WHAT TO DO:
Show every line of the material that follows in which the word "DÉVAI" occurs.

DATA RECORDS:

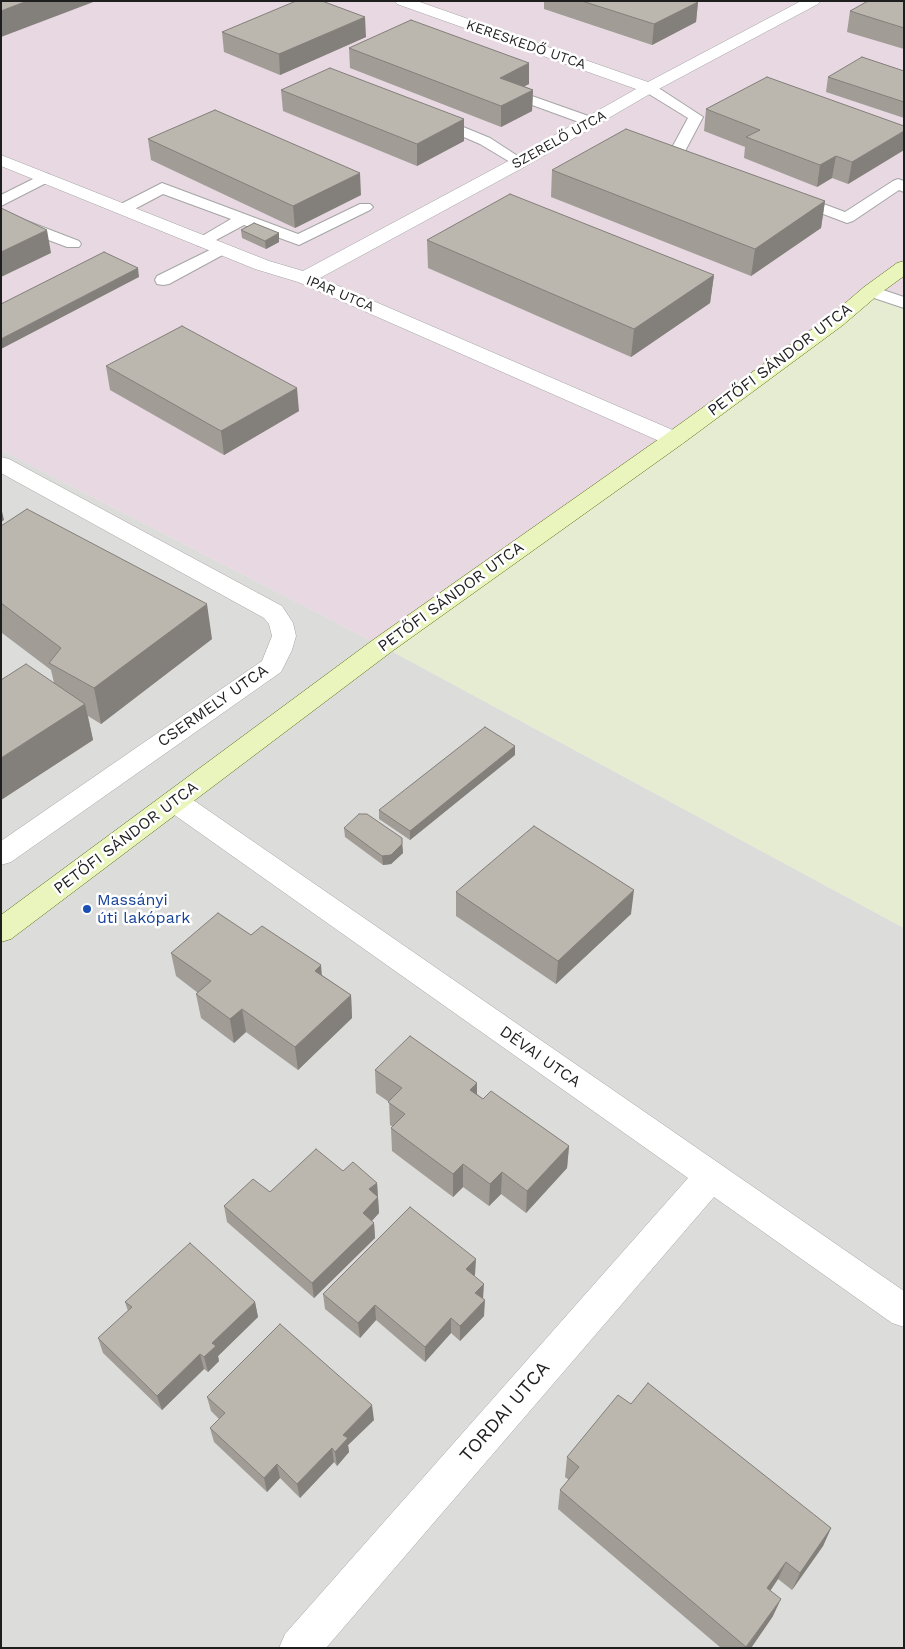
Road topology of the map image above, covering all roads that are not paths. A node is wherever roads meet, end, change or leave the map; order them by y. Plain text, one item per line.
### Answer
1 (402, 1) edge
2 (812, 1) edge
3 (649, 88) junction
4 (529, 99) dead end
5 (418, 112) edge
6 (592, 122) junction
7 (1, 160) edge
8 (520, 162) junction
9 (712, 168) edge
10 (45, 178) junction
11 (904, 187) edge
12 (784, 194) edge
13 (1, 201) edge
14 (365, 207) dead end
15 (123, 209) junction
16 (1, 216) edge
17 (241, 220) junction
18 (203, 242) junction
19 (73, 244) dead end
20 (222, 250) junction
21 (904, 267) edge
22 (306, 278) junction
23 (163, 280) dead end
24 (871, 291) junction
25 (904, 303) edge
26 (674, 439) junction
27 (1, 464) edge
28 (176, 802) junction
29 (1, 855) edge
30 (1, 931) edge
31 (711, 1176) junction
32 (904, 1312) edge
33 (299, 1648) edge

1 - 3 street, KERESKEDŐ UTCA
2 - 3 street, SZERELŐ UTCA
3 - 6 street, SZERELŐ UTCA
3 - 9 lane
4 - 6 lane
5 - 8 lane
6 - 8 street, SZERELŐ UTCA
7 - 10 street, IPAR UTCA
8 - 22 street, SZERELŐ UTCA
10 - 13 lane
10 - 15 street, IPAR UTCA
11 - 12 lane
14 - 17 lane
15 - 17 lane
15 - 18 street, IPAR UTCA
16 - 19 lane
17 - 18 lane
18 - 20 street, IPAR UTCA
20 - 22 street, IPAR UTCA
20 - 23 lane
21 - 24 street, PETŐFI SÁNDOR UTCA
22 - 26 street, IPAR UTCA
24 - 25 lane
24 - 26 street, PETŐFI SÁNDOR UTCA
26 - 28 street, PETŐFI SÁNDOR UTCA
27 - 29 street, CSERMELY UTCA
28 - 30 street, PETŐFI SÁNDOR UTCA
28 - 31 street, DÉVAI UTCA
31 - 32 street, DÉVAI UTCA
31 - 33 street, TORDAI UTCA

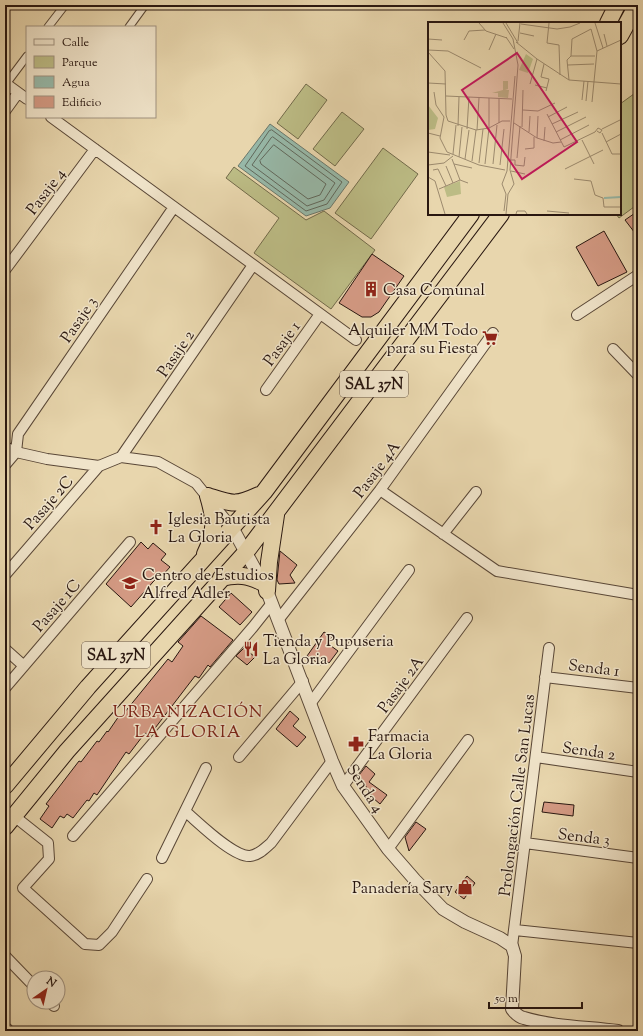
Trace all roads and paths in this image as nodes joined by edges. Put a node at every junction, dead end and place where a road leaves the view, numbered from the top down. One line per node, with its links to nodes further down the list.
1 (65, 5): 6 (street)
2 (145, 5): 7 (street)
3 (617, 5): 5 (highway)
4 (637, 5): 8 (highway)
5 (608, 22)
6 (49, 26)
7 (130, 26)
8 (621, 34)
9 (26, 57): 10 (street)
10 (5, 83): 11 (street)
11 (18, 93): 12 (street); 13 (street)
12 (26, 98)
13 (5, 111)
14 (57, 119): 15 (street)
15 (95, 149): 16 (street); 20 (street, Pasaje 4)
16 (174, 207): 19 (street); 30 (street, Pasaje 3)
17 (470, 215): 35 (highway, SAL 37N)
18 (500, 215): 38 (highway, SAL 37N)
19 (253, 265): 22 (street); 31 (street, Pasaje 2)
20 (5, 270)
21 (638, 274): 23 (street)
22 (320, 314): 25 (street); 28 (street, Pasaje 1)
23 (577, 315)
24 (493, 334): 34 (street, Pasaje 4A)
25 (356, 340)
26 (613, 349): 27 (street)
27 (638, 375)
28 (266, 390)
29 (5, 447): 30 (street)
30 (16, 452): 32 (street); 33 (street)
31 (122, 457): 33 (street); 37 (street)
32 (5, 465)
33 (99, 466): 45 (street, Pasaje 2C)
34 (380, 490): 40 (street); 50 (street, Pasaje 4A)
35 (264, 492): 37 (highway); 39 (highway, SAL 37N)
36 (476, 492): 40 (street)
37 (208, 496): 39 (street); 43 (highway)
38 (276, 515): 42 (highway, SAL 37N); 47 (highway)
39 (233, 529): 42 (street, Senda 4); 43 (highway, SAL 37N)
40 (443, 534): 48 (street)
41 (130, 542): 53 (street, Pasaje 1C)
42 (246, 552): 46 (highway, SAL 37N); 47 (street, Senda 4)
43 (201, 562): 65 (highway, SAL 37N)
44 (409, 570): 58 (street)
45 (5, 575)
46 (221, 578): 47 (highway); 68 (highway, SAL 37N)
47 (267, 592): 50 (street, Senda 4); 69 (street)
48 (638, 595)
49 (468, 618): 66 (street, Pasaje 2A)
50 (278, 619): 55 (street, Senda 4)
51 (549, 648): 54 (street, Prolongación Calle San Lucas)
52 (5, 649): 53 (street)
53 (24, 666): 56 (street, Pasaje 1C)
54 (545, 677): 57 (street, Senda 1); 61 (street, Prolongación Calle San Lucas)
55 (303, 681): 58 (street, Senda 4); 60 (street)
56 (5, 688)
57 (638, 688)
58 (310, 704): 62 (street, Senda 4)
59 (468, 740): 71 (street)
60 (239, 757)
61 (536, 757): 64 (street, Senda 2); 70 (street, Prolongación Calle San Lucas)
62 (332, 762): 66 (street, Senda 4); 67 (street)
63 (206, 768): 67 (street)
64 (638, 772)
65 (5, 786)
66 (343, 786): 71 (street, Senda 4)
67 (186, 812): 72 (street)
68 (9, 821): 74 (street)
69 (73, 836)
70 (525, 843): 73 (street, Senda 3); 75 (street, Prolongación Calle San Lucas)
71 (388, 849): 77 (street, Senda 4)
72 (162, 858)
73 (638, 858)
74 (147, 879)
75 (515, 930): 76 (street); 77 (street, Prolongación Calle San Lucas)
76 (638, 943)
77 (512, 946): 80 (street)
78 (5, 956): 79 (street)
79 (26, 978)
80 (554, 1027): 81 (street)
81 (618, 1031)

WRITTEN ANSWER:
28 - 31 street, DÉVAI UTCA
31 - 32 street, DÉVAI UTCA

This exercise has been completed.